The Software Assurance Forum for Excellence in Code (SAFECode) on Tuesday released "The Supply Chain Integrity Framework," a 14-page document that defines software integrity, chronicles its challenges and provides a comprehensive list of principles that should be applied to the commercial software supply-chain process.
The framework, which can be freely downloaded, will address the sourcing (acceptance of code), in-house development and ultimate delivery of the software, said Paul Kurtz, the organization's executive director.
Most of the existing software security focus rests on eliminating vulnerabilities -- and not enough on preventing the subversion of software, he said. For example, someone with access to the software could install malware on a widely deployed product.
"What this is really about is an adversary targeting a specific system and undermining it from beginning all the way to continuum," Kurtz told SCMagazineUS.com last week.

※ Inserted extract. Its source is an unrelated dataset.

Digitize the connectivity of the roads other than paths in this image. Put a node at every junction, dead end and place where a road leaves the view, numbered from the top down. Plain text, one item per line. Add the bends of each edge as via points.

The framework, developed by SafeCODE members such as EMC, Juniper, Microsoft, Nokia and Symantec, was created in response to concerns from government agencies and large businesses, Kurtz said.

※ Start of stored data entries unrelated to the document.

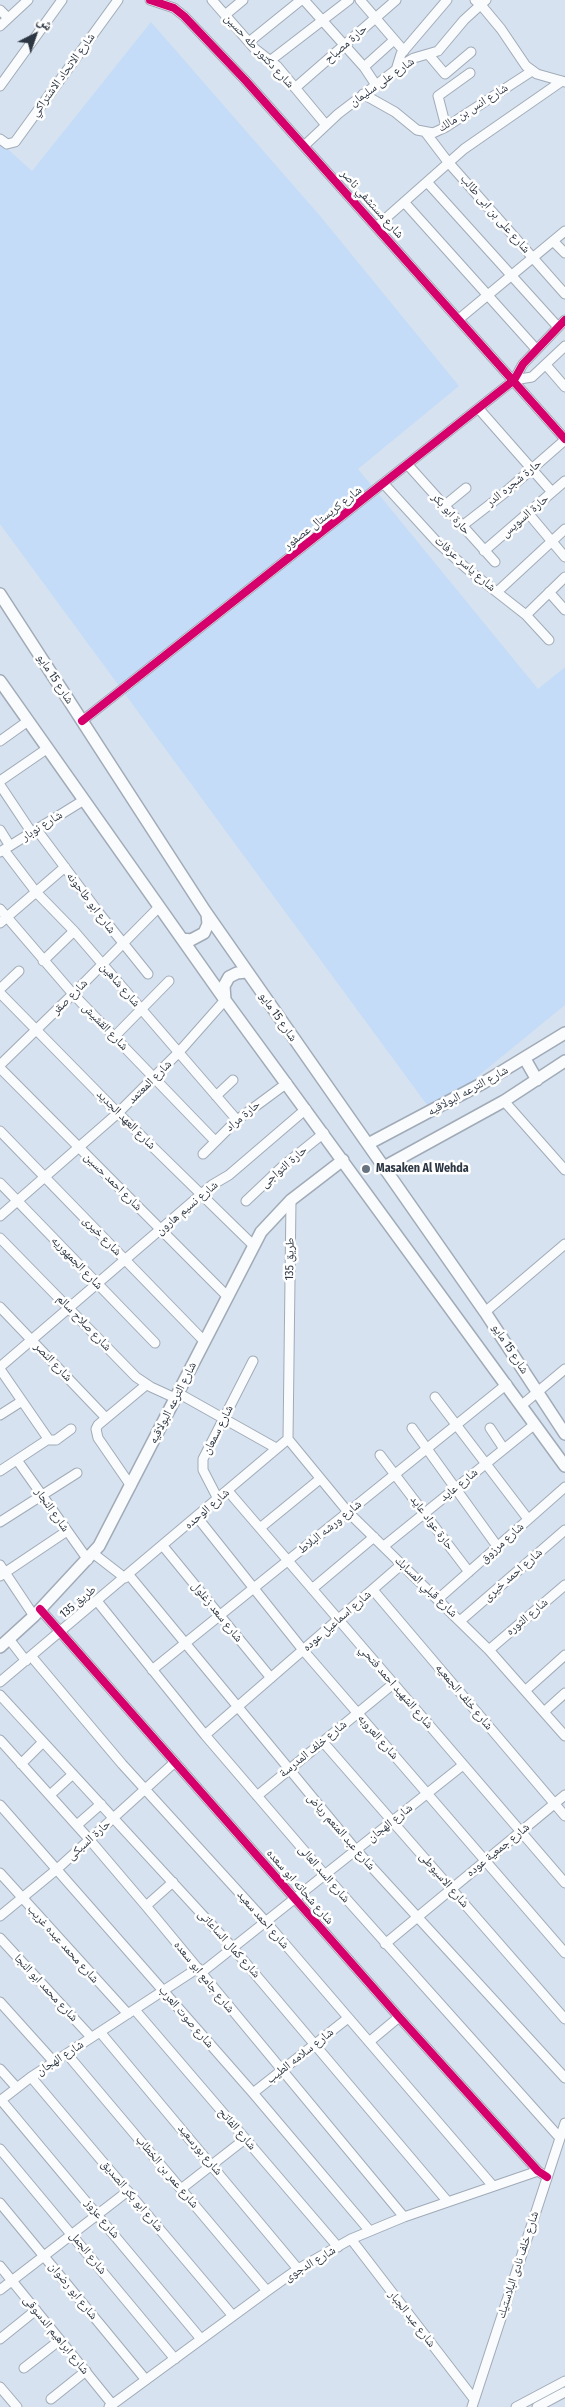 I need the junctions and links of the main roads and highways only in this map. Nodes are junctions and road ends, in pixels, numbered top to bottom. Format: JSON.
{"nodes":[{"id":1,"x":0,"y":594,"type":"edge"},
{"id":2,"x":0,"y":681,"type":"edge"},
{"id":3,"x":207,"y":914,"type":"junction"},
{"id":4,"x":182,"y":939,"type":"junction"},
{"id":5,"x":246,"y":972,"type":"junction"},
{"id":6,"x":225,"y":1000,"type":"junction"},
{"id":7,"x":565,"y":1033,"type":"edge"},
{"id":8,"x":525,"y":1059,"type":"junction"},
{"id":9,"x":565,"y":1061,"type":"edge"},
{"id":10,"x":538,"y":1080,"type":"junction"},
{"id":11,"x":368,"y":1144,"type":"junction"},
{"id":12,"x":343,"y":1160,"type":"junction"},
{"id":13,"x":384,"y":1167,"type":"junction"},
{"id":14,"x":564,"y":1429,"type":"edge"},
{"id":15,"x":565,"y":1466,"type":"edge"},
{"id":16,"x":0,"y":1647,"type":"edge"}],
"edges":[{"from":1,"to":3,"type":"main road","name":"شارع 15 مايو"},
{"from":2,"to":4,"type":"main road","name":"شارع 15 مايو"},
{"from":3,"to":4,"type":"main road"},
{"from":3,"to":5,"type":"main road","name":"شارع 15 مايو"},
{"from":4,"to":6,"type":"main road","name":"شارع 15 مايو"},
{"from":5,"to":6,"type":"main road"},
{"from":5,"to":11,"type":"main road","name":"شارع 15 مايو"},
{"from":6,"to":12,"type":"main road","name":"شارع 15 مايو"},
{"from":7,"to":8,"type":"main road","name":"شارع الترعه البولاقيه"},
{"from":8,"to":10,"type":"main road"},
{"from":8,"to":11,"type":"main road","name":"شارع الترعه البولاقيه"},
{"from":9,"to":10,"type":"main road","name":"شارع الترعه البولاقيه"},
{"from":10,"to":13,"type":"main road","name":"شارع الترعه البولاقيه"},
{"from":11,"to":13,"type":"main road","name":"شارع 15 مايو"},
{"from":12,"to":15,"type":"main road","name":"شارع 15 مايو"},
{"from":12,"to":16,"type":"main road","name":"شارع الترعه البولاقيه"},
{"from":13,"to":14,"type":"main road","name":"شارع 15 مايو"}]}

He said the threat of sabotage is not much of a problem today. But with increasing worries over foreign cyber adversaries, more attention must be paid to software integrity, especially considering the amount of subcontractors who may have their hand in the supply process.
"This is not a significant avenue of attack," he said. "But in the absence of thinking about it today, it will become a much larger issue tomorrow. Bottom line is we can't have a situation where we're not anticipating where this happens."
Mano Paul, international software assurance adviser for (ISC)2, said he thinks the standards will come in most handy when dealing with outsourced code development.
"Globalization undoubtedly warrants the need for a robust, effective and implementable software assurance framework as it pertains to managing software risk throughout the supply chain," Paul told SCMagazineUS.com on Tuesday in an email. "SAFECode's attempt to develop a framework to manage software risks as it is sourced until it is delivered is a commendable first step of achieving software assurance maturity."
But he cautioned that for the framework to be successful, members of the supply chain must follow processes and their conformance be measured.
"Failing to do so will give room for open interpretation and subsequently substandard or ineffective implementation," Paul said.
The framework addresses chain of custody, least privilege access, separation of duties, tamper resistance, compliance management and code testing and verification, among other controls, according to SAFECode. The organization plans to later this year publish findings on how its member companies are using the controls to achieve software integrity.